El Museo Guggenheim de Bilbao recorre a través de la exposición ©Murakami la trayectoria de Takashi Murakami (Tokio, 1962), considerado por la crítica como uno de los principales renovadores del arte asiático gracias a una obra en la que se concilian la tradición nipona, tendencias del Japón actual como el manga, el anime o la cultura otaku, y movimientos artísticos occidentales como el surrealismo y el pop art.

La muestra, que se inaugura hoy y está programada hasta el 31 de mayo, exhibe un conjunto de más de 90 piezas en las que se percibe la audacia del autor para afrontar lenguajes diferentes con la misma solvencia. Pinturas, esculturas, objetos manufacturados, proyectos de animación y propuestas para el mundo de la moda forman parte de un discurso ideado con el afán de derribar las fronteras entre la historia del arte y la cultura de masas.

Este propósito de integrar la iconografía popular en sus creaciones resulta tangible en las diferentes figuras que habitan su imaginario: en Mr. Dob, cruce entre el personaje de videojuegos Sonic y en el gato cósmico protagonista de la serie Doraemon, y en Kaikai y Kiki, dos simpáticas criaturas que encarnan el contraste entre lo bello y lo cautivador. Más carnales son las figuras de la camarera Hiropon, una joven de grandes pechos que recuerda los cuerpos explosivos del manga; la escultura de Mi vaquero solitario, un adolescente que se muestra en su desnudez a los visitantes; y la camarera Miss Ko2, que sufre una metamorfosis tecnológica y se transforma en un avión de guerra en Segunda Misión Proyecto Ko2.

Su objetivo de acercar el arte a la población se advierte asimismo en su apuesta consciente por el merchandising. Murakami, que ha prestado su talento para el diseño de algunos productos de Louis Vuitton, se permite una inesperada pirueta e integra el logotipo de la firma en sus propios cuadros. La mercadotecnia está presente también en los 500 objetos -camisetas, libros y diferentes artículos- que se exhiben en el Guggenheim, algunos de ellos a la venta.

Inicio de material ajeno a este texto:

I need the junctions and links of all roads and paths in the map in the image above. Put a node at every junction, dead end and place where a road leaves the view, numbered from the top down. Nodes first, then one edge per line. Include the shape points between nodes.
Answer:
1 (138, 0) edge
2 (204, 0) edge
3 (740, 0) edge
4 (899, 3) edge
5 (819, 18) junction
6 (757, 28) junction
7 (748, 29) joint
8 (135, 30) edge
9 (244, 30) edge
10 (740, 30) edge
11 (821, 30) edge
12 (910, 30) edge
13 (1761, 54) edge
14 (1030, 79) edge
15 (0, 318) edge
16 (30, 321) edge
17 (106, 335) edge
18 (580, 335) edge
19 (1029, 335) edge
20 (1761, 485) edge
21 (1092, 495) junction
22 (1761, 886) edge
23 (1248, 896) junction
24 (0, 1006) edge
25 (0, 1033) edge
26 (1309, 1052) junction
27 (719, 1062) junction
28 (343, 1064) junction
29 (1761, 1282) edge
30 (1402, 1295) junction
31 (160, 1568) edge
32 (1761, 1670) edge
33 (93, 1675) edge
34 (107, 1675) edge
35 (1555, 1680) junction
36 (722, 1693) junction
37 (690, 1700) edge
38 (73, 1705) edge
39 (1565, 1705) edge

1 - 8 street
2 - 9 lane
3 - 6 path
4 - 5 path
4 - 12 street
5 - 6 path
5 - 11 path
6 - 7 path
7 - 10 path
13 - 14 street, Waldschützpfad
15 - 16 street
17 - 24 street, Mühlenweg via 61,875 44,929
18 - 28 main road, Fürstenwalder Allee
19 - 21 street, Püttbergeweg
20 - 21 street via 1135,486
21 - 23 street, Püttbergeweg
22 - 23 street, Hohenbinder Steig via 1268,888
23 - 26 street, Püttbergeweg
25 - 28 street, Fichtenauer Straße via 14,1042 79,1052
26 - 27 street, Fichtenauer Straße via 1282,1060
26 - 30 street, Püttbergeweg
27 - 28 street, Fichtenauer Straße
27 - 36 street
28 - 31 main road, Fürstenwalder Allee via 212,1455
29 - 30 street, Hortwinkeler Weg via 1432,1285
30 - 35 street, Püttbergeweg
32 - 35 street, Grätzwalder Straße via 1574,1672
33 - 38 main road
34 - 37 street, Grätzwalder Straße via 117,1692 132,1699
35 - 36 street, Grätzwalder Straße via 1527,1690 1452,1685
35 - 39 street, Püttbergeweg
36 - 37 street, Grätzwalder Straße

En la modernidad de las piezas de Murakami subyace, no obstante, un sentimiento de orfandad ante la pérdida de valores tradicionales que afecta actualmente a Japón. No es el único aspecto de la retrospectiva que delata el interés del creador por la dualidad: uno de sus motivos más frecuentes, unas flores que sonríen forzadamente al espectador, acaban proyectando una sensación de pesadumbre.

Los contenidos de ©Murakami, muestra que se ha visto en Los Ángeles, Nueva York y Frankfurt,recogen el giro hacia el abstracto que ha dado la paleta del autor en los últimos años. Para Miguel López-Remiro, subdirector de Curatorial del Guggenheim, el artista japonés "entiende que un pintor tiene que evolucionar hacia lo abstracto, avanzar de lo fácil a lo enigmático".